- WHAT THE TASK ASKS -
Pull each line containing "Twilight" out of the data and copy it.

- Stored items -
┌──
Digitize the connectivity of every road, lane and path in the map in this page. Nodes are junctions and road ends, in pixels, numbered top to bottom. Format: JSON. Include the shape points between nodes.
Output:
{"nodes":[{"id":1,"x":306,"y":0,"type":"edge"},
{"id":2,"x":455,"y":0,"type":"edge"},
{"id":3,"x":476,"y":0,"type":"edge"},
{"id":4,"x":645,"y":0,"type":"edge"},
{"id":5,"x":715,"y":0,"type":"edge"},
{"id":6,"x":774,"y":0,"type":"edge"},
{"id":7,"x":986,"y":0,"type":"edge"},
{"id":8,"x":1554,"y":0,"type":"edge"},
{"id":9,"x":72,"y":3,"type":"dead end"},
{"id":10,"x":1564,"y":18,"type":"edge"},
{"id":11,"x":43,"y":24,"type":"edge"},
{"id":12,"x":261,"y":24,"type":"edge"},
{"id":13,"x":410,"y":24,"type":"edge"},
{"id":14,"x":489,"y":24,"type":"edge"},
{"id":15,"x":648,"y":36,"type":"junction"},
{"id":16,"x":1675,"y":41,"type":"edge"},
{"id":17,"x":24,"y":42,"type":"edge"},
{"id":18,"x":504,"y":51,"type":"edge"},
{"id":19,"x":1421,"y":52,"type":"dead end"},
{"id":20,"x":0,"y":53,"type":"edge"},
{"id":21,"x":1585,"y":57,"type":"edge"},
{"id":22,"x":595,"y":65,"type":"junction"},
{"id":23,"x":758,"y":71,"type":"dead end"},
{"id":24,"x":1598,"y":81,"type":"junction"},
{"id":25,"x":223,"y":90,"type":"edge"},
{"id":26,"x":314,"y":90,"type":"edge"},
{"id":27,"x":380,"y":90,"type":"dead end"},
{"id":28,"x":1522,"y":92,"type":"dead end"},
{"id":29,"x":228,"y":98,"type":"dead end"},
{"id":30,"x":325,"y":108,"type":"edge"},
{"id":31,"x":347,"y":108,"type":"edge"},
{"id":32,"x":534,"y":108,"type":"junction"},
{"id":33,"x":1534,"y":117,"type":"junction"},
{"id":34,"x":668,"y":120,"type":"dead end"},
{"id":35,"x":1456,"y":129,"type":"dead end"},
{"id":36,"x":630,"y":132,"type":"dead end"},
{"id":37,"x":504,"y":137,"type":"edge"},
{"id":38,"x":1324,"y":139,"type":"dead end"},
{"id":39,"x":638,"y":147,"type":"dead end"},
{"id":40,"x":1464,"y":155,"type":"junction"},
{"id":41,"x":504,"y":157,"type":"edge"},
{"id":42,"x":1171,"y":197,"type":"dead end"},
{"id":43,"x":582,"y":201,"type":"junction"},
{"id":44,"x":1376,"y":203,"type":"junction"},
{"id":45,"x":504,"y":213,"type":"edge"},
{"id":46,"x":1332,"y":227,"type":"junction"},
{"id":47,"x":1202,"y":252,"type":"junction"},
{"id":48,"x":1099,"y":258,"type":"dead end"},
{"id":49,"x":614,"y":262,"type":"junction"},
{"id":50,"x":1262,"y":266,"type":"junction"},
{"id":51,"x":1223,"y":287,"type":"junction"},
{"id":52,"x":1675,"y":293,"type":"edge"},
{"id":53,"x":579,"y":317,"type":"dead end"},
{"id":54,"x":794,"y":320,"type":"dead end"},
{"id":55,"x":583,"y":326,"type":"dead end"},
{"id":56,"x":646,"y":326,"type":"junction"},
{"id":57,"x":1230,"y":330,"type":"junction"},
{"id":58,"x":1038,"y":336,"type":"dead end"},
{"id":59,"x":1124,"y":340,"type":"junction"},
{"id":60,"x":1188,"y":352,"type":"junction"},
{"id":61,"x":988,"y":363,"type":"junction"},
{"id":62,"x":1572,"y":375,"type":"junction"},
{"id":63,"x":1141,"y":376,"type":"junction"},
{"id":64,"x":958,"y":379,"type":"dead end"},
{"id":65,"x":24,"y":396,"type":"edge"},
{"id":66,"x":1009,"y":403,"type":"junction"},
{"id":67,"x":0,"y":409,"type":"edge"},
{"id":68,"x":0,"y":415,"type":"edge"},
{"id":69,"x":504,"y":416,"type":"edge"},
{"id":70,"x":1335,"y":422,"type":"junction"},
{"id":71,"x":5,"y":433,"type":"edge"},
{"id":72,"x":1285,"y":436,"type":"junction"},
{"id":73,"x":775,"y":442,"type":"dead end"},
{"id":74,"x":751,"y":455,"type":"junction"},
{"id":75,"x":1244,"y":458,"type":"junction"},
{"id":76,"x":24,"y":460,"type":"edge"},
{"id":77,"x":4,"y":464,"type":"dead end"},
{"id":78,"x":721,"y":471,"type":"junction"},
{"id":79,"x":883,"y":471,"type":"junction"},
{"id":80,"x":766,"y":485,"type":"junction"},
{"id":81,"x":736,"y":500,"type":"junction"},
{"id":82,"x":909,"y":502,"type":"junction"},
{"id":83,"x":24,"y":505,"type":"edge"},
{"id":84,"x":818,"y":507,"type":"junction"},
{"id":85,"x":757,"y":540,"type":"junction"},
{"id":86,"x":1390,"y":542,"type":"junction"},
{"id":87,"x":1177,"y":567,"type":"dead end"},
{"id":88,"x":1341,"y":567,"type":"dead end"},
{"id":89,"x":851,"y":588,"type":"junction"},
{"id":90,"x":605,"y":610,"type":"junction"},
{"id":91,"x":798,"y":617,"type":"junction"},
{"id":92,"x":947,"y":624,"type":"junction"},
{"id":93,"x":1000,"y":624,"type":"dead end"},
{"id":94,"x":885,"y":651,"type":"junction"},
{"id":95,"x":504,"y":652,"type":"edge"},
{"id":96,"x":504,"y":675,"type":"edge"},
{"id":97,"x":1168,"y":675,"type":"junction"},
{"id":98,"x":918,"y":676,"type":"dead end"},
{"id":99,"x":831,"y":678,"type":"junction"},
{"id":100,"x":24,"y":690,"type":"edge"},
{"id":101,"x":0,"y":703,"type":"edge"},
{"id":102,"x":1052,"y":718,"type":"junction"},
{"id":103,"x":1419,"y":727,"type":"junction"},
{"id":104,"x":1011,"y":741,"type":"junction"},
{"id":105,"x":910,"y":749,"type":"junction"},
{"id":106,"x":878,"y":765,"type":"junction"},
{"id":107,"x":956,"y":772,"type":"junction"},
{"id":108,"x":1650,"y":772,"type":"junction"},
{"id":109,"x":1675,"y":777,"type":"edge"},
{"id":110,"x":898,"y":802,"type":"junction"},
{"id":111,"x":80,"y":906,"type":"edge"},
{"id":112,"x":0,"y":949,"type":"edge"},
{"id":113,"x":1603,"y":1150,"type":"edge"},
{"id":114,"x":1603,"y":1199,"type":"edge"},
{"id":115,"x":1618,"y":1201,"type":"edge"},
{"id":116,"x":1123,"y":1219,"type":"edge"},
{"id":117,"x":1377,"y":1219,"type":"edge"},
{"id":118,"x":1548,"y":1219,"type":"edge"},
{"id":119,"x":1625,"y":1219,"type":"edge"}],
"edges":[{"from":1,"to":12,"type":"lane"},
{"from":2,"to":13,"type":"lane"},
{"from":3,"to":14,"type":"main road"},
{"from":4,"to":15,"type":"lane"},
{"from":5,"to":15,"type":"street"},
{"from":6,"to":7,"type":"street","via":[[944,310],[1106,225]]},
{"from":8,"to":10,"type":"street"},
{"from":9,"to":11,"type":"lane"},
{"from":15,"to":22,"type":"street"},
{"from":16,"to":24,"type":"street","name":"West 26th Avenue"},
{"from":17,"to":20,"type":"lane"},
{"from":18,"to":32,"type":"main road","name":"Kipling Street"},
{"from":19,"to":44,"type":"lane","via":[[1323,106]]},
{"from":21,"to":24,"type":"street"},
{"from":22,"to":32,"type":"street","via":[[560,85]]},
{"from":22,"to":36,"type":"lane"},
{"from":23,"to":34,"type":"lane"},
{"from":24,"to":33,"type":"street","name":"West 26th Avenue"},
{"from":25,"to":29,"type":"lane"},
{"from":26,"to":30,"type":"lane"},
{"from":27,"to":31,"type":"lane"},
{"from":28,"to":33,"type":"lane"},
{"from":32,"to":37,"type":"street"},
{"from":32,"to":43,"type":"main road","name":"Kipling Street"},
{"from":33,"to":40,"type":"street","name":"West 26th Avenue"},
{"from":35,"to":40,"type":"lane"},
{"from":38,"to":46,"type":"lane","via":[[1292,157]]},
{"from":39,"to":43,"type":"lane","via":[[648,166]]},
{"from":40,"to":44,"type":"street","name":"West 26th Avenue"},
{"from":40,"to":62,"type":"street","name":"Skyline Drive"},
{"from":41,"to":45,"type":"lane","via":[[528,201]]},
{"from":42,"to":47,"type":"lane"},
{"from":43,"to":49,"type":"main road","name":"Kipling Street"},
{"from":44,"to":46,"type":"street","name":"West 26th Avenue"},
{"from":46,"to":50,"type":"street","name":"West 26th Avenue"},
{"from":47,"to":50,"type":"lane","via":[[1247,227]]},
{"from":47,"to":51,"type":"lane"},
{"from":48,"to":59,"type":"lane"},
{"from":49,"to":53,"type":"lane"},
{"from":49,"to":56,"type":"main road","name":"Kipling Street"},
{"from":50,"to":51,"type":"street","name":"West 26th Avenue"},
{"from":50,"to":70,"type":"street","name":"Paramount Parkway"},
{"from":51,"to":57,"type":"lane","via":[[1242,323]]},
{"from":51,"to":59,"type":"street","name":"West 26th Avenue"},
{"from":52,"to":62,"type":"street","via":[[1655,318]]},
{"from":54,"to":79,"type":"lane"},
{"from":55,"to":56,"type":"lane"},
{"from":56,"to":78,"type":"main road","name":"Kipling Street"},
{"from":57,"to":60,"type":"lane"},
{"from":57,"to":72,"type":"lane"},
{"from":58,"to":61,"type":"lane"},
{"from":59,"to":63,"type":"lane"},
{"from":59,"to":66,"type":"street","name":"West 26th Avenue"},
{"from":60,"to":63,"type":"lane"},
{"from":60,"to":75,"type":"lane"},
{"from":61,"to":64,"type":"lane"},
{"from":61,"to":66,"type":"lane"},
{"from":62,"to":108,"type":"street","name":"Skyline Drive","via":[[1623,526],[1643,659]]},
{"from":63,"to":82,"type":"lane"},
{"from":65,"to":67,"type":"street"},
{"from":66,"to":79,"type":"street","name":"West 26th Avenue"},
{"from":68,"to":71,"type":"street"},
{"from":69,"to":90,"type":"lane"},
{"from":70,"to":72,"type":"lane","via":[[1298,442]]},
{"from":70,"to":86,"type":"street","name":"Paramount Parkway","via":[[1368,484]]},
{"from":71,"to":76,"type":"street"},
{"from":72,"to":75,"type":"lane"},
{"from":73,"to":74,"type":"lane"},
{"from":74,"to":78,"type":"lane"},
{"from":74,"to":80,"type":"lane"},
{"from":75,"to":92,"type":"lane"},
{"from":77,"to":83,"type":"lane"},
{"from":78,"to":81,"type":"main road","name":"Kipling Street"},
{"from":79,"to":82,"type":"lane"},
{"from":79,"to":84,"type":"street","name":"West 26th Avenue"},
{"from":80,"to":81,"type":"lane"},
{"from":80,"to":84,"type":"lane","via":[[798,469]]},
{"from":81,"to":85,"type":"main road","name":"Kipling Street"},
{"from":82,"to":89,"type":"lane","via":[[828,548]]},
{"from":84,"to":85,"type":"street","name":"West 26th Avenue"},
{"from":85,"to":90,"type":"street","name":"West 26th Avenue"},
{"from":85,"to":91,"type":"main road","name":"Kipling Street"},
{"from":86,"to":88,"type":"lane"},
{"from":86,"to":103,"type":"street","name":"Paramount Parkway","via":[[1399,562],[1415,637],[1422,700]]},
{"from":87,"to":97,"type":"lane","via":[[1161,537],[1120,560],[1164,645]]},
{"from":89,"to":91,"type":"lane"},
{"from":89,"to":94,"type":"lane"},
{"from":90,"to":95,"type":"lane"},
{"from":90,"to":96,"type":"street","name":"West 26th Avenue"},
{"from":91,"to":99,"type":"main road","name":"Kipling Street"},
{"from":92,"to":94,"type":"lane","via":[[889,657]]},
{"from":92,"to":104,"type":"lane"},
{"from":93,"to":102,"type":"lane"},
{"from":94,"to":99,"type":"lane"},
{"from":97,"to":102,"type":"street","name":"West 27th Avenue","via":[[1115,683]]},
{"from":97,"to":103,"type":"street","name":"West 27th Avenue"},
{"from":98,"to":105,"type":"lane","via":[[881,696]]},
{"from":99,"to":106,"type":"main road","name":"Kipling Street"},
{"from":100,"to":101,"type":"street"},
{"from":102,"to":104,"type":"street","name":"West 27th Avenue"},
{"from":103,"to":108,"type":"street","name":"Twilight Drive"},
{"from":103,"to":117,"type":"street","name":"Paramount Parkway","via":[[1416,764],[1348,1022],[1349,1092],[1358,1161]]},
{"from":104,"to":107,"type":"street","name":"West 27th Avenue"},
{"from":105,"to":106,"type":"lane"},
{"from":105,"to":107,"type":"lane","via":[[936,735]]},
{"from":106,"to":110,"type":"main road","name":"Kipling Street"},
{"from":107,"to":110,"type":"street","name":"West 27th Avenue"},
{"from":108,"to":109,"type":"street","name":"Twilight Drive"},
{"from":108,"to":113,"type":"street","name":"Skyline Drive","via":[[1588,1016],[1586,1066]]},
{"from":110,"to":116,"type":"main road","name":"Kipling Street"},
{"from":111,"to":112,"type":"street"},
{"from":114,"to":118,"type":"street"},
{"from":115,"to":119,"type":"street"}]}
└──
- RESULT FOR THIS EXERCISE -
{"from":103,"to":108,"type":"street","name":"Twilight Drive"},
{"from":108,"to":109,"type":"street","name":"Twilight Drive"},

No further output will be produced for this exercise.